The merchants and manufacturers in question usually are the large domestic businesses and special interests (lobbyists and unions) who want to dominate the US market and keep competition out. They lobby Congress and the White House to protect them from foreign competitors. When they succeed, the government places tariffs (and other prohibitions) on selected imports, which are nothing more than taxes that are passed onto consumers. Thus, Americans pay higher prices for goods to help keep selected US businesses “protected” from the marketplace. The federal government gets the tax revenue.
For instance, a 2024 report by the Cato Institute, “Separating Tariff Facts from Tariff Fictions,” found that the 2018 tariffs on imported foreign goods “cost US consumers up to over $4 billion per month in additional taxes and deadweight loss (or lost income).” As an example, the Trump administration’s “tariffs on washing machines resulted in an aggregate increase in consumer costs of more than $1.5 billion,” noted the report.
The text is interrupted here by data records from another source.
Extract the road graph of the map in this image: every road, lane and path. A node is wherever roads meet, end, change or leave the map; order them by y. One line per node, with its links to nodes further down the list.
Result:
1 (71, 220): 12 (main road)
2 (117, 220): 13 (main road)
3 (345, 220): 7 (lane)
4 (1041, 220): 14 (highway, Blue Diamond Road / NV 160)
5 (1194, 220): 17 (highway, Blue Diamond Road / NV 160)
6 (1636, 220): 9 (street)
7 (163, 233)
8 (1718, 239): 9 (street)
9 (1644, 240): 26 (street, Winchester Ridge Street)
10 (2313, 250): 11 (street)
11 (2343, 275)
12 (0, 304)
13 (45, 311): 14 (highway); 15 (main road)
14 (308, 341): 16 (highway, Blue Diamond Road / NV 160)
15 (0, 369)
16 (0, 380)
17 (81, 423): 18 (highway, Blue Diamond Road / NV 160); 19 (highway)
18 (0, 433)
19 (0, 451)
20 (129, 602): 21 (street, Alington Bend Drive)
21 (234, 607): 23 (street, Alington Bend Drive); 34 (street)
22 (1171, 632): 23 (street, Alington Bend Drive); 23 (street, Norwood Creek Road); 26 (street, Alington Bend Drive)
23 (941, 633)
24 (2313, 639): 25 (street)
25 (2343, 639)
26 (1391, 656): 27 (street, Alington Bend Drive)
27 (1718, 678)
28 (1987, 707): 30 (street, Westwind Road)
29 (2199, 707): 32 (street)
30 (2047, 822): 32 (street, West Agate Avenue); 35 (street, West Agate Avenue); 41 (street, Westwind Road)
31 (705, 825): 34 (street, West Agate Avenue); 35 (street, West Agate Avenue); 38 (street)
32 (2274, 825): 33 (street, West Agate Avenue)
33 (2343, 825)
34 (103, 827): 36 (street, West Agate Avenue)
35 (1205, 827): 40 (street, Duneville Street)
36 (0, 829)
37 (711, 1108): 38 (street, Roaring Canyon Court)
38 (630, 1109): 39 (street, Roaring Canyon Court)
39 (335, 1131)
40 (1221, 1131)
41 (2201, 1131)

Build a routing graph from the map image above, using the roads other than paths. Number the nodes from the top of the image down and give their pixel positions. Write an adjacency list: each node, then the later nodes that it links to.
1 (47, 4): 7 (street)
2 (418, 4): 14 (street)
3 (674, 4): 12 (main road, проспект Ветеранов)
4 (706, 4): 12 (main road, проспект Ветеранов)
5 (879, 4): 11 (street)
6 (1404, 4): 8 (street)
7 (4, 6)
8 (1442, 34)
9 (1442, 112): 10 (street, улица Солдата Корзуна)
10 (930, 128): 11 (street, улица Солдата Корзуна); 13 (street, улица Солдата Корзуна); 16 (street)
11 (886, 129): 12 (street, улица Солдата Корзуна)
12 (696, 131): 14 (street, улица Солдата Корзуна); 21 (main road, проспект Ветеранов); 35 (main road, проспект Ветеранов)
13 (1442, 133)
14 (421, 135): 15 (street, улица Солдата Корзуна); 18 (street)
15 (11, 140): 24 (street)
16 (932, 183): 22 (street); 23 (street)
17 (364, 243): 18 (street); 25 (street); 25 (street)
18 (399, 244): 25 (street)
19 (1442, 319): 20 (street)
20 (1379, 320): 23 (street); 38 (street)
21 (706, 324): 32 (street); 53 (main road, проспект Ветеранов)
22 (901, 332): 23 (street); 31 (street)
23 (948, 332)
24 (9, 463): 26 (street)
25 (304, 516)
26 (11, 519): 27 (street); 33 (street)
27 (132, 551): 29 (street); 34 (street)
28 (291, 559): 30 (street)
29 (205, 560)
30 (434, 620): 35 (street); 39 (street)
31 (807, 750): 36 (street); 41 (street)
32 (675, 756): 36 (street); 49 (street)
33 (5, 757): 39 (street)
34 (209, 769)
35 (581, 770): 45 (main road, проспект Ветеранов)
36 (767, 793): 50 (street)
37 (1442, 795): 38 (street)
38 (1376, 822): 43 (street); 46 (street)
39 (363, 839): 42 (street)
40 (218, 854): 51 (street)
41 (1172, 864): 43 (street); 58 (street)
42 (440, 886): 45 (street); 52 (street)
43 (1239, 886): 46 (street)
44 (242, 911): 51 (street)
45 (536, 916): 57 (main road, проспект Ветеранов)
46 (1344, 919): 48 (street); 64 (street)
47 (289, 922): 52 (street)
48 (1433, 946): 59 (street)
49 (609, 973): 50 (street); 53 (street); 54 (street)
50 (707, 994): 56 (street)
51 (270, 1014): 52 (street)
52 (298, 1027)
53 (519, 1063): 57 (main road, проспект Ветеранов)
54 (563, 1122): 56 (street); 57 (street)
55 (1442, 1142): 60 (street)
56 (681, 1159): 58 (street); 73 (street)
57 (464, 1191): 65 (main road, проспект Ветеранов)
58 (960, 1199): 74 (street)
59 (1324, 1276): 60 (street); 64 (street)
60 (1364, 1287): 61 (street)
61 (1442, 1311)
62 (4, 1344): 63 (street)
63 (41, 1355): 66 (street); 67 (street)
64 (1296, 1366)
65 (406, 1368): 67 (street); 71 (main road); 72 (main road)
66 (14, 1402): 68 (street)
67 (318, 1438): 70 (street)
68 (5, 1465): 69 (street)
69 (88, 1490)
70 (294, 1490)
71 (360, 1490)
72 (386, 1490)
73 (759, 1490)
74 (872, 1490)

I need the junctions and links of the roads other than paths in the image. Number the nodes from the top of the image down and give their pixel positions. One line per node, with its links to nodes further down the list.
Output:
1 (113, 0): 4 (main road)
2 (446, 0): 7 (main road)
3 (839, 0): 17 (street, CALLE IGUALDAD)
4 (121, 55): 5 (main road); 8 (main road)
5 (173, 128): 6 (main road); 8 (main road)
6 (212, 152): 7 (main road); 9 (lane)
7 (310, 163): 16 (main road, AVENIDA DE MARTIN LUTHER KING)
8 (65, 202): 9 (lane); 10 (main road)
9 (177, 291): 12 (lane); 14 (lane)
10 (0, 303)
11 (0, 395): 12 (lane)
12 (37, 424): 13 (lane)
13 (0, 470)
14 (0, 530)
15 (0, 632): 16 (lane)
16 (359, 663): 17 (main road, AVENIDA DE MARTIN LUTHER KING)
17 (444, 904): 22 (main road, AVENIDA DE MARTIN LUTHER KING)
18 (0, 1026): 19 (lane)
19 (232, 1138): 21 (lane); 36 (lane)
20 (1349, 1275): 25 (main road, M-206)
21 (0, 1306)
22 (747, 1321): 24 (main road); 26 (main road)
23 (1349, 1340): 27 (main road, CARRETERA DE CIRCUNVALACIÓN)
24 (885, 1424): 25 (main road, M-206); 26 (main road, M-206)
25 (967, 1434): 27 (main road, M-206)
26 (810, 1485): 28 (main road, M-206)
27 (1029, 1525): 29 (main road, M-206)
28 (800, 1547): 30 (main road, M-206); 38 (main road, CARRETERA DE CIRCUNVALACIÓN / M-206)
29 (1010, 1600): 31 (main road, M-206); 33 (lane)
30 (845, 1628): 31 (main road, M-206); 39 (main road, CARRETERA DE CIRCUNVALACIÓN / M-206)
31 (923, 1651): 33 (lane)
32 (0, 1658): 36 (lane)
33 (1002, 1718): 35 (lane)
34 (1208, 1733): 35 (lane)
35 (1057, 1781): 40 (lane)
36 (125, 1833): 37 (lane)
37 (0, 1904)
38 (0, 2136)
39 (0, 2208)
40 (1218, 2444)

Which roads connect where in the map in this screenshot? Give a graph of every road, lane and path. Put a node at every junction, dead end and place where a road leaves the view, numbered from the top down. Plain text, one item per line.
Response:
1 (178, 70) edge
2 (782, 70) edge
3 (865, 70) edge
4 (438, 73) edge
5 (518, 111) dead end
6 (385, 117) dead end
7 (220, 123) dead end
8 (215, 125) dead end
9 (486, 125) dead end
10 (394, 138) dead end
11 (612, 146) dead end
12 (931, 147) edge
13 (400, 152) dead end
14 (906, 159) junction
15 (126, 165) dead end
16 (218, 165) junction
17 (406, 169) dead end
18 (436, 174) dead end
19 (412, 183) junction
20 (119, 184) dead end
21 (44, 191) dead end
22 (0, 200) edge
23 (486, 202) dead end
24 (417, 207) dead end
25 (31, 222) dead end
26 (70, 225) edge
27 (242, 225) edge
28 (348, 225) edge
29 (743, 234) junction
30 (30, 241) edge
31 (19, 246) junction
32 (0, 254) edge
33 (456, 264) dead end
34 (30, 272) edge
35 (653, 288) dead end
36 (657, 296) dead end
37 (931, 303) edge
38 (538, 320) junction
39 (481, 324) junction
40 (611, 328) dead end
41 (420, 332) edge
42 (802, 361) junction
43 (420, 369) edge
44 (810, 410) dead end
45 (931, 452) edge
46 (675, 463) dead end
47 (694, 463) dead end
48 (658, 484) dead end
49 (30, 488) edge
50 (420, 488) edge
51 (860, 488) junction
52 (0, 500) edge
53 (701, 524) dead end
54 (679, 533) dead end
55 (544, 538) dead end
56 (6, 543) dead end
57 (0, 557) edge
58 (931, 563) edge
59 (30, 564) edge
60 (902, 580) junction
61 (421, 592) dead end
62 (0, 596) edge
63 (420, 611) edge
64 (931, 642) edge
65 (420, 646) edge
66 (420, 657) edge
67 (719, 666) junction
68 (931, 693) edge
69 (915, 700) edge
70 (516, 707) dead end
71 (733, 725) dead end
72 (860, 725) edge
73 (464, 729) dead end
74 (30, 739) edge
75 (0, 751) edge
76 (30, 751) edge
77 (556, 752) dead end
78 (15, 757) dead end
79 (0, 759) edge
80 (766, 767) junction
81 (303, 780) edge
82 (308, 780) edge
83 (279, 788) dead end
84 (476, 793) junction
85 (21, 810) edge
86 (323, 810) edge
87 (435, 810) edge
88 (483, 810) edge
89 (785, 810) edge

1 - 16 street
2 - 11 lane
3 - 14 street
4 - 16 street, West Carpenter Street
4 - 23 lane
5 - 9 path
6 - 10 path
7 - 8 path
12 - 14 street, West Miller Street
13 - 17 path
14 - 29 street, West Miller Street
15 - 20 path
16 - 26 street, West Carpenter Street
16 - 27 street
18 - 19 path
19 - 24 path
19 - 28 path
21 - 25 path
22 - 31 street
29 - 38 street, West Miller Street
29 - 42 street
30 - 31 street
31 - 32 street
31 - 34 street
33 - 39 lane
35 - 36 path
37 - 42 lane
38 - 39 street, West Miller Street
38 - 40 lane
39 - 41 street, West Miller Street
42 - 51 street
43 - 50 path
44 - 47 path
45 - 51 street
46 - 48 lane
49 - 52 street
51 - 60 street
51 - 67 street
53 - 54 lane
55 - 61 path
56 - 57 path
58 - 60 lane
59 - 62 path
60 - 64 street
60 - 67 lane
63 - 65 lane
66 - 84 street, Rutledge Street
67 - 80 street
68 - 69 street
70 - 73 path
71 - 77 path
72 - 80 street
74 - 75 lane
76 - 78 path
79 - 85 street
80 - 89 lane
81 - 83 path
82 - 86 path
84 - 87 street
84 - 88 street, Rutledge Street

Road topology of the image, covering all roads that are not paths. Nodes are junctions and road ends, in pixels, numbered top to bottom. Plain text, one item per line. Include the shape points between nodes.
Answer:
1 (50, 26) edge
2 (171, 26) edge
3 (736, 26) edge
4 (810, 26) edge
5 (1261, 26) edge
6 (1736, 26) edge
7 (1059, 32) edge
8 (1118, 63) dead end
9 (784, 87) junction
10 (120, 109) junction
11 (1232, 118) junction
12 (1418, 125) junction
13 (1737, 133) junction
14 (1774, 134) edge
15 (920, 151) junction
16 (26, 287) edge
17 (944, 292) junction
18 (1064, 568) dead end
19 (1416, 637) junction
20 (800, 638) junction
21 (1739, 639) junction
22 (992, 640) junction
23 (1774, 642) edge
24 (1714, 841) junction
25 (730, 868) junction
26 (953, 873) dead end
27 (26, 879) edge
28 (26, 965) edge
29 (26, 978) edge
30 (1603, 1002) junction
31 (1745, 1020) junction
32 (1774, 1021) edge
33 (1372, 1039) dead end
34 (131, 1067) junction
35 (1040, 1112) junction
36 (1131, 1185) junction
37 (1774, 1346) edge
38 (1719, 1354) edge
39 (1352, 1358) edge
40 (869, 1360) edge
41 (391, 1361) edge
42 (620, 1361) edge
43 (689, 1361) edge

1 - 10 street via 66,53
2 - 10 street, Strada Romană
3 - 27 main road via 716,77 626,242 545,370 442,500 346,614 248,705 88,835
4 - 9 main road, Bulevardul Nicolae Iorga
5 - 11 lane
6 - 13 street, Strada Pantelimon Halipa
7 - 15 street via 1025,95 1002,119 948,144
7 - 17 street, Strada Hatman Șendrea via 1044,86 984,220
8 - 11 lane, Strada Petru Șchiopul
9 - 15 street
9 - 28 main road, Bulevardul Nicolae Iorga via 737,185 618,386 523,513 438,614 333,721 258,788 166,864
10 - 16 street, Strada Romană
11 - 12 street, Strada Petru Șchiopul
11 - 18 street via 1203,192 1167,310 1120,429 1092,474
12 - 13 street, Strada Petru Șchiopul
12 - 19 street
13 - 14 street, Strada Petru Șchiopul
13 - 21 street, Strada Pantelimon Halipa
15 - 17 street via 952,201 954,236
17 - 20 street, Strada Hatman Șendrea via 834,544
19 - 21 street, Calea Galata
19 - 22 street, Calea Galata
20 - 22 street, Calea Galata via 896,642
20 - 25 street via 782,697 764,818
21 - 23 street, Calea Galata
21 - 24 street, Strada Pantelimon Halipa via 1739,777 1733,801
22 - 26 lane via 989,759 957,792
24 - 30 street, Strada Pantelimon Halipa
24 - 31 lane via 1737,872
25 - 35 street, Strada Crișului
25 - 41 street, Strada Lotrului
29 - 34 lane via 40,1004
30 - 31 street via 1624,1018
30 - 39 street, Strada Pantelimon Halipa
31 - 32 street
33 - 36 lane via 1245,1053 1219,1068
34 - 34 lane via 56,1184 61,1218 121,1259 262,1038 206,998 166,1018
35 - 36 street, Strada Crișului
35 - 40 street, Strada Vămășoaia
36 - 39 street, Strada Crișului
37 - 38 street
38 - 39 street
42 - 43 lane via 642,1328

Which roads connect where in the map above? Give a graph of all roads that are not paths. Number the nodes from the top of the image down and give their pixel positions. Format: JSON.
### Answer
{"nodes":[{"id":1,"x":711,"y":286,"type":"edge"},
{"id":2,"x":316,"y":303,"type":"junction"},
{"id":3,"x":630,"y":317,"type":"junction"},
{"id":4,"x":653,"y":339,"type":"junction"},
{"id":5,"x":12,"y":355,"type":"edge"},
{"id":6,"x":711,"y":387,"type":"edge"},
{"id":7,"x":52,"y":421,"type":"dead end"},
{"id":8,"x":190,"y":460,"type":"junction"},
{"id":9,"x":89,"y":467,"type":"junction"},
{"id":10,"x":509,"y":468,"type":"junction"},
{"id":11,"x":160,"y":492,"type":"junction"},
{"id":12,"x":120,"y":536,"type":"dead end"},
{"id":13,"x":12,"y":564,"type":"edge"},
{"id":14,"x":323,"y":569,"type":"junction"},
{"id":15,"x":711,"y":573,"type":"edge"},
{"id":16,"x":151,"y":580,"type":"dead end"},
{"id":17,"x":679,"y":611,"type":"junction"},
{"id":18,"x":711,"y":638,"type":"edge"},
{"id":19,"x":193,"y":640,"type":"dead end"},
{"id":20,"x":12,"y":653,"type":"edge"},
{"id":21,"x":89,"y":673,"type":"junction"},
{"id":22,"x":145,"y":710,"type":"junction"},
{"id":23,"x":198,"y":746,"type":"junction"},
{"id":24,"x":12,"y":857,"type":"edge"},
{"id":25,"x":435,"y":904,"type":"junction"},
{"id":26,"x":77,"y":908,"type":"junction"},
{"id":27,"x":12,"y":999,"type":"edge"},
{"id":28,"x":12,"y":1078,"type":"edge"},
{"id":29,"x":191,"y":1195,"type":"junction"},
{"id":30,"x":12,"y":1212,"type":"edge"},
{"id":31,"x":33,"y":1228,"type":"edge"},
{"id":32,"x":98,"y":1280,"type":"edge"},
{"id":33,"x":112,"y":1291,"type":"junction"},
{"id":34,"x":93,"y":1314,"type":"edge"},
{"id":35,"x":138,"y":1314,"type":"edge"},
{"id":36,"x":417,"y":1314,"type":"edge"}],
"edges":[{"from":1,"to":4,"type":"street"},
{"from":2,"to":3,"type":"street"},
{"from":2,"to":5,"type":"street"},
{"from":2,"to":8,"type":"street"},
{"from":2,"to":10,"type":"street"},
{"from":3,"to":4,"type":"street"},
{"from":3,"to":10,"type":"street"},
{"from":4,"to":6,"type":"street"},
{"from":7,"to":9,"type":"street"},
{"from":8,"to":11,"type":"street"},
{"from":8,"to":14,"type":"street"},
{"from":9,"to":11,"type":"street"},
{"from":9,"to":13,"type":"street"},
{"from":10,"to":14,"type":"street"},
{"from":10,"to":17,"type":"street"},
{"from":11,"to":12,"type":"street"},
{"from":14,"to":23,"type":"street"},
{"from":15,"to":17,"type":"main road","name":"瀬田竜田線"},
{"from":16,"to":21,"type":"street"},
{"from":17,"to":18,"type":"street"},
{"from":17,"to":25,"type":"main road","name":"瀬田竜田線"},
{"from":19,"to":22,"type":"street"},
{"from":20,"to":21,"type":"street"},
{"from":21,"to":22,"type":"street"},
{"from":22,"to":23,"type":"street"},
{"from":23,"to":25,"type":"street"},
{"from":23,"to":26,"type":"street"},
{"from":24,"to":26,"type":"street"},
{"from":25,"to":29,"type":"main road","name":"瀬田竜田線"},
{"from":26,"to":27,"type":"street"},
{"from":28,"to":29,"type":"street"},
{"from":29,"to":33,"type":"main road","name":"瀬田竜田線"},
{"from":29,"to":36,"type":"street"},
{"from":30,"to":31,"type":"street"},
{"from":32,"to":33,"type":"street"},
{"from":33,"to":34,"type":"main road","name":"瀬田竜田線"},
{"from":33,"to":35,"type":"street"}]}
Protectionists rarely talk about things like that. Nor do they like to discuss America’s trade balance when you include not just “goods and services” but also investment income and “unilateral transfers,” such as remittances and foreign aid. As Dan Griswold wrote, “the total outflow of dollars each year from the United States to the rest of the world is matched by an equal inflow of dollars from the rest of the world to the United States. … Dollars spent on imported goods and services return to the United States, if not to buy US goods and services, then to buy US assets in the form of an inward flow of investment.”
In other words, if you measure the value of US exported goods and services vs. imported goods and services, there may be a deficit. But if you include “all the dollars that flow into and out of the United States each year, the accounts are always balanced,” said Griswold. Contrary to protectionist claims, there is nothing to “rebalance.”
“This net inflow of investment funds to America balances out the trade deficit,” said Prof. Donald J. Boudreaux, co-director of the Program on the American Economy and Globalization at the Mercatus Center. “Because investing is every bit as much an economic activity as is buying (importing) and selling (exporting), when investing is included in the economic picture—as it should be—the existence of a trade deficit signals neither decline nor imbalance.”
Moreover, that investment in the US stimulates the economy in myriad ways and creates jobs. When the US consistently attracts “a disproportionately large share of investment funds from around the world, [it] can hardly be said to be on the decline or unbalanced,” said Boudreaux. Nonetheless, the protectionists ignore this reality.
If you believe in private property and that individuals should be allowed to buy and sell whatever they want—at local shops, among states, online, and from foreign businesses (Honda cars, anyone?)—then you know that all trade is good. It benefits the parties involved and brings people closer together.
You also realize that complaints about trade deficits, imbalances, and protection from foreign goods are nothing more than the “sophistry of merchants and manufacturers” and politicians who seek to confound “common sense,” whose “interest is opposite to that of the great body of the people”—the American consumers.
Ignore the charlatans. Pursue your happiness.